А в Америке я два раза замужем была: один раз мы разъехались по обоюдному согласию. Второй раз муж меня бросил, но не потому, что разлюбил, как раз любил он меня сильно, просто обстоятельства его пересилили: брат с женой давили, да и мать больная в России у него была, вот он и уехал. Письма писал, звонил, но уехал он плохо, не по-мужски. Поэтому сейчас одна живу с мамой и собакой — Медори у меня после Летучего Голландца осталась. Вот такие дела…

Бутерброды

Знаете, а ведь вчера я вам наврала, один раз я изменила своему мужу, но если честно, он сам этого хотел — можно сказать, заставил. Не верите, что такое возможно? Хорошо, давайте я вам расскажу, как все было, а дальше сами решайте, кто виноват, а кто нет.
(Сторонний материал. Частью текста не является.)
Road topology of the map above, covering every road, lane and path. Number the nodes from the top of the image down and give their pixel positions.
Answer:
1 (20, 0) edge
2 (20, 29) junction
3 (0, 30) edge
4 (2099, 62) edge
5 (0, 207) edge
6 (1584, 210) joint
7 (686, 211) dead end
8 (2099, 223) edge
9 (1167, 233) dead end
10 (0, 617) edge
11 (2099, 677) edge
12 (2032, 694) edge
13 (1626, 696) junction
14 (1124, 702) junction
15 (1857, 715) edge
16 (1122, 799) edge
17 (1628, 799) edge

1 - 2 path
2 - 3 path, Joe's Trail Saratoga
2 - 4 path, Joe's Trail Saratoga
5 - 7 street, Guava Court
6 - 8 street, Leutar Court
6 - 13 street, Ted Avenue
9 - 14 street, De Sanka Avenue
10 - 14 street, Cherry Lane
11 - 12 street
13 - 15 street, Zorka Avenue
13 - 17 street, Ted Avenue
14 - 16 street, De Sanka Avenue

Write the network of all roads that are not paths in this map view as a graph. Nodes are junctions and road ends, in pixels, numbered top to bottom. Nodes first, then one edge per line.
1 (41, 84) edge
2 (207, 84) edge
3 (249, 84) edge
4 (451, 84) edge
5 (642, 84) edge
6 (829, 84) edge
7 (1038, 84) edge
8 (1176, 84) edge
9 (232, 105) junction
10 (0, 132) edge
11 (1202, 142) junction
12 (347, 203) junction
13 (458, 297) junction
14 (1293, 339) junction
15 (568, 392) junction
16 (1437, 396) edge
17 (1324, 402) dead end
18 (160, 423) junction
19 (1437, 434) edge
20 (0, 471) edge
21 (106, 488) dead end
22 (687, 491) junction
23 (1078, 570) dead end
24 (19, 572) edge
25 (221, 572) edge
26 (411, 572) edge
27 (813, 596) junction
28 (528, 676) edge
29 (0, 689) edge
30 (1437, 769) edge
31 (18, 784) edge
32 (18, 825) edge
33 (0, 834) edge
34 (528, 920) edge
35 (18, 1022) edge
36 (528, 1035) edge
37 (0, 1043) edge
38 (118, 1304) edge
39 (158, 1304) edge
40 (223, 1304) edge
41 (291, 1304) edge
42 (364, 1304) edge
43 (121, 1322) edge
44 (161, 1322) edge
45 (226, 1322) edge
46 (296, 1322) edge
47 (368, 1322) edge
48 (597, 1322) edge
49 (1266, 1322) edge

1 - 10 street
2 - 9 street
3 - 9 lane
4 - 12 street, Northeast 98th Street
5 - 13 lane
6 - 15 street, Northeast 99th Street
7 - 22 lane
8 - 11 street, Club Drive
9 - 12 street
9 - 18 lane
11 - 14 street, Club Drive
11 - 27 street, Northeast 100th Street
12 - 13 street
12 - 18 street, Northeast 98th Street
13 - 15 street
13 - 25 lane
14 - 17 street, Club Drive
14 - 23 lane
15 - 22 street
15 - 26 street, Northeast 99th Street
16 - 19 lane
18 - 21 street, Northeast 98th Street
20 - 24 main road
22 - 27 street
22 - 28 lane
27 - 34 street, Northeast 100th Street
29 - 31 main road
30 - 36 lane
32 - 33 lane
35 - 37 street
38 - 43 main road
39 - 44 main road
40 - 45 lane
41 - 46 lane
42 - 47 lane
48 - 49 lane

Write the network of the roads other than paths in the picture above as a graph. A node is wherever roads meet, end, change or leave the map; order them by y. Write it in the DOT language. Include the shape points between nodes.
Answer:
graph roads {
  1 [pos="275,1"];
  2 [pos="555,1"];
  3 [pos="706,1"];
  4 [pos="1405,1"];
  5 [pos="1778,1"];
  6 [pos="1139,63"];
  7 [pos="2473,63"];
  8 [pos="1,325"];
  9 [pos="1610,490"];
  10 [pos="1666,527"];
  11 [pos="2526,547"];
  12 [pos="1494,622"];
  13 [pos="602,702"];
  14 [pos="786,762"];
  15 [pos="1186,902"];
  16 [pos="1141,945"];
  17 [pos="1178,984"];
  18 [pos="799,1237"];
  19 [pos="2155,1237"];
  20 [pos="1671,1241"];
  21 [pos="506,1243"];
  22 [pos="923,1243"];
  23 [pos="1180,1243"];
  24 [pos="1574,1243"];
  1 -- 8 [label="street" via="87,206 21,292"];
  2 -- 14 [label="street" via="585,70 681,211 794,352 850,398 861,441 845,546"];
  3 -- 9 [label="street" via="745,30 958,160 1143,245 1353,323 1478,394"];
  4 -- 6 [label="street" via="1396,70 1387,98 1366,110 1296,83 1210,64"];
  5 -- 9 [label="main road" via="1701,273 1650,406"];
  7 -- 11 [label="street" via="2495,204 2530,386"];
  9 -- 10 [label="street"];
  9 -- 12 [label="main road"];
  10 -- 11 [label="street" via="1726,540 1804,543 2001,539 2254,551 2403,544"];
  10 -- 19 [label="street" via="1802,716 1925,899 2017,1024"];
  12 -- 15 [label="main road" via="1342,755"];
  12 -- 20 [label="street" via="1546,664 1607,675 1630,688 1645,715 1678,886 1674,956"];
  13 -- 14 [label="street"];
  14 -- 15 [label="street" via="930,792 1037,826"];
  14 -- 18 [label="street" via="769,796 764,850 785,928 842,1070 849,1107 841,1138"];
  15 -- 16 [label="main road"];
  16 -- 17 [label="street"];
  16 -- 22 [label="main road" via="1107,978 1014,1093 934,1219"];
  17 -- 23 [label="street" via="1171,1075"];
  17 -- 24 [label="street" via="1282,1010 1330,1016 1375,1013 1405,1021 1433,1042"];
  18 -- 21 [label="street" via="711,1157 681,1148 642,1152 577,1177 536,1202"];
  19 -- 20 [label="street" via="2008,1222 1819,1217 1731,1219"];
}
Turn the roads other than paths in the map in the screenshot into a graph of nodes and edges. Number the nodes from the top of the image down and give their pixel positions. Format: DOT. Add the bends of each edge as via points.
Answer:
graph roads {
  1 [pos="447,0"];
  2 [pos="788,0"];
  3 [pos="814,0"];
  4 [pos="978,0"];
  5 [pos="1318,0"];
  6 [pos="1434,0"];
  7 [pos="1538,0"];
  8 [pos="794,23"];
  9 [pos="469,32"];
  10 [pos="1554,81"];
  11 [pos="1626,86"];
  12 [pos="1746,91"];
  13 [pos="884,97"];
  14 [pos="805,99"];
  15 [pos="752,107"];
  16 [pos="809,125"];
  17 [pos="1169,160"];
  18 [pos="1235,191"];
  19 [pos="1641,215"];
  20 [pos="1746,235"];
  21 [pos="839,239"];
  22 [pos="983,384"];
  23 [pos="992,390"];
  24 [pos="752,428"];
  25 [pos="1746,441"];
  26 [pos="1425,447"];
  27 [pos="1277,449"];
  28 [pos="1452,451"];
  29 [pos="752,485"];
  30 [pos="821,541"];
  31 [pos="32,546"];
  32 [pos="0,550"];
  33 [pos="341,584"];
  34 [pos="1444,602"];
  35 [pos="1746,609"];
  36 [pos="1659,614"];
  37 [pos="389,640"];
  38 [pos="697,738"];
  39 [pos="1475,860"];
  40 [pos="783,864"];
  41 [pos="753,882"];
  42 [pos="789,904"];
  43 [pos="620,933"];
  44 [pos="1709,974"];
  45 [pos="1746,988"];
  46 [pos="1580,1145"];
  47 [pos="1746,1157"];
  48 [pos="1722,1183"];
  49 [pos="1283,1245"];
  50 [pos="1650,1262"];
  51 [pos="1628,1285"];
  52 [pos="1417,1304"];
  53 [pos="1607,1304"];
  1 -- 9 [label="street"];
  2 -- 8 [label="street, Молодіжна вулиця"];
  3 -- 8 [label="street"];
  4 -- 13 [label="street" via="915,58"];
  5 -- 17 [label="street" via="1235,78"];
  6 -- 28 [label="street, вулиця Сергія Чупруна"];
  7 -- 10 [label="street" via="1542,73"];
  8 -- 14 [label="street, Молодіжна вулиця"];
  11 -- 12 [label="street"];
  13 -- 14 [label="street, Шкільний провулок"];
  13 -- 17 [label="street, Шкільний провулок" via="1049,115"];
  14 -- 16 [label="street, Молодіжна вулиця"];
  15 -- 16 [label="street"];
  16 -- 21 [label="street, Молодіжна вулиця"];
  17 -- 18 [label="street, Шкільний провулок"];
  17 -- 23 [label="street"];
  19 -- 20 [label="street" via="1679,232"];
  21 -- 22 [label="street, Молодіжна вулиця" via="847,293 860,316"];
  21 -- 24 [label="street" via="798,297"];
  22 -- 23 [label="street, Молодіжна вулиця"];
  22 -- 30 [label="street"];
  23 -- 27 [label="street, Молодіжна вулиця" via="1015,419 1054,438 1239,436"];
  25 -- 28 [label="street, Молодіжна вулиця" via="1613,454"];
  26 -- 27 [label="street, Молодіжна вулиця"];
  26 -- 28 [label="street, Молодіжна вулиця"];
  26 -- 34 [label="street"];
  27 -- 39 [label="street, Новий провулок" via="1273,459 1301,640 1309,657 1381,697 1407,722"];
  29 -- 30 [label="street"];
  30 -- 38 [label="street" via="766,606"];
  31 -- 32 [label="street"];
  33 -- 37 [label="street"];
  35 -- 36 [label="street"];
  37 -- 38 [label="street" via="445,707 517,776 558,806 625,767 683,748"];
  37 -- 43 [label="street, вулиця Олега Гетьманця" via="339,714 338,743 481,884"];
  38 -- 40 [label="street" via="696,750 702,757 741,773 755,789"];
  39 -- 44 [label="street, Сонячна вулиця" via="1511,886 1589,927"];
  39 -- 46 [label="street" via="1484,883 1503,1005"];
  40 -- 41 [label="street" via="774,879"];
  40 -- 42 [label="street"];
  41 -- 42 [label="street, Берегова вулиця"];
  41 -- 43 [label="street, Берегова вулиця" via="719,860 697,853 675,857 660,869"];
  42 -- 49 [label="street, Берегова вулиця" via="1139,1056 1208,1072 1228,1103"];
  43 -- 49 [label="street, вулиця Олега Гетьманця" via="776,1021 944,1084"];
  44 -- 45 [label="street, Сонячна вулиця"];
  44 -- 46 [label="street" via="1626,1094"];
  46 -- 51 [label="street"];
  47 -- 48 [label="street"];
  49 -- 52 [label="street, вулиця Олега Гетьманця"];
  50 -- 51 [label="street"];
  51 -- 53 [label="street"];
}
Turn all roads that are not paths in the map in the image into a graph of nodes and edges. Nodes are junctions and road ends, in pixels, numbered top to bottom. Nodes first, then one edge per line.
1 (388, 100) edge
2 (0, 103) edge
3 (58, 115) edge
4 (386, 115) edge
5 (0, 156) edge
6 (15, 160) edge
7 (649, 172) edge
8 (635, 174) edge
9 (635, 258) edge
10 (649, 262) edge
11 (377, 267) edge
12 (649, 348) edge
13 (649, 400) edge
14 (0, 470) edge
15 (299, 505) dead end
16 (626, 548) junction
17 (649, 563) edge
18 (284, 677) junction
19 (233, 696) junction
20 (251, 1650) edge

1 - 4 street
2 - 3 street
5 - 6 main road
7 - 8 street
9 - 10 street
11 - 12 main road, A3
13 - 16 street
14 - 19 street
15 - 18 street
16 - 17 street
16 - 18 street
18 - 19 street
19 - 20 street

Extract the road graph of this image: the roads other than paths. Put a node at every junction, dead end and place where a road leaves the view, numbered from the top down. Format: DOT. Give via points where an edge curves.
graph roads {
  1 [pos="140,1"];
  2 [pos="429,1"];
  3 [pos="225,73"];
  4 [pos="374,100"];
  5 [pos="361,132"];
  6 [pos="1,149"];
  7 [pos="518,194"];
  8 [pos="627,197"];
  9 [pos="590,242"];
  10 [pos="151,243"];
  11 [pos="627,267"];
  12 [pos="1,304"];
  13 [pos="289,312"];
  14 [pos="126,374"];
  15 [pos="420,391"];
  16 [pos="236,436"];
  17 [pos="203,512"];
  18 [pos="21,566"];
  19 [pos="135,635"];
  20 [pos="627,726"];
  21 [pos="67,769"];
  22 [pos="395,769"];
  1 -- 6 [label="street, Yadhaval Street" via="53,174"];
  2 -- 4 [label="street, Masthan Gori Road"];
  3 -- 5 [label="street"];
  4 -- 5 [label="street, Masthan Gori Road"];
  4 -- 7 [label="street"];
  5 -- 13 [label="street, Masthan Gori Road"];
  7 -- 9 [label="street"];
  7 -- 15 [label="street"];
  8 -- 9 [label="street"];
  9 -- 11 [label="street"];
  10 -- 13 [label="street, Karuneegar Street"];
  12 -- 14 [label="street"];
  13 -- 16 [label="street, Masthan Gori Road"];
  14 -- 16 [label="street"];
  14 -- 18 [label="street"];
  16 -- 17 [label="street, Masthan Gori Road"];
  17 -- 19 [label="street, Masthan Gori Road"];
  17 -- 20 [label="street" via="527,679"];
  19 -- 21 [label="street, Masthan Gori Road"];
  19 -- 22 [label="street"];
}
Мой четвертый муж был солистом балета, любила я его безумно, хотя бабником он был ужасным. Понимаете, люблю я умных людей, многое им прощаю, а он к тому же и артист был замечательный.

Так вот, сижу однажды я парикмахерской и делаю маникюр, а рядом две дамы под феном сидят и разговаривают. Одна из них рассказывает о своем новом возлюбленном. Ну я, естественно, от нечего делать прислушиваться стала. И вдруг меня как ударило: так это она про моего мужа рассказывает, все совпадает: и то, что он солист балета, и то, что танцует Краса в «Спартаке», и то, что сегодня приезжает из Москвы, но главное — фамилия и имя.

— Я, — говорит, — ему бутерброды приготовила, — и достает из сумки большой пакет в красивой оберточной бумаге. — Здесь и с икоркой красной есть, и с бужениной, и с сервелатиком, ведь холостой он у меня, кто его еще побалует?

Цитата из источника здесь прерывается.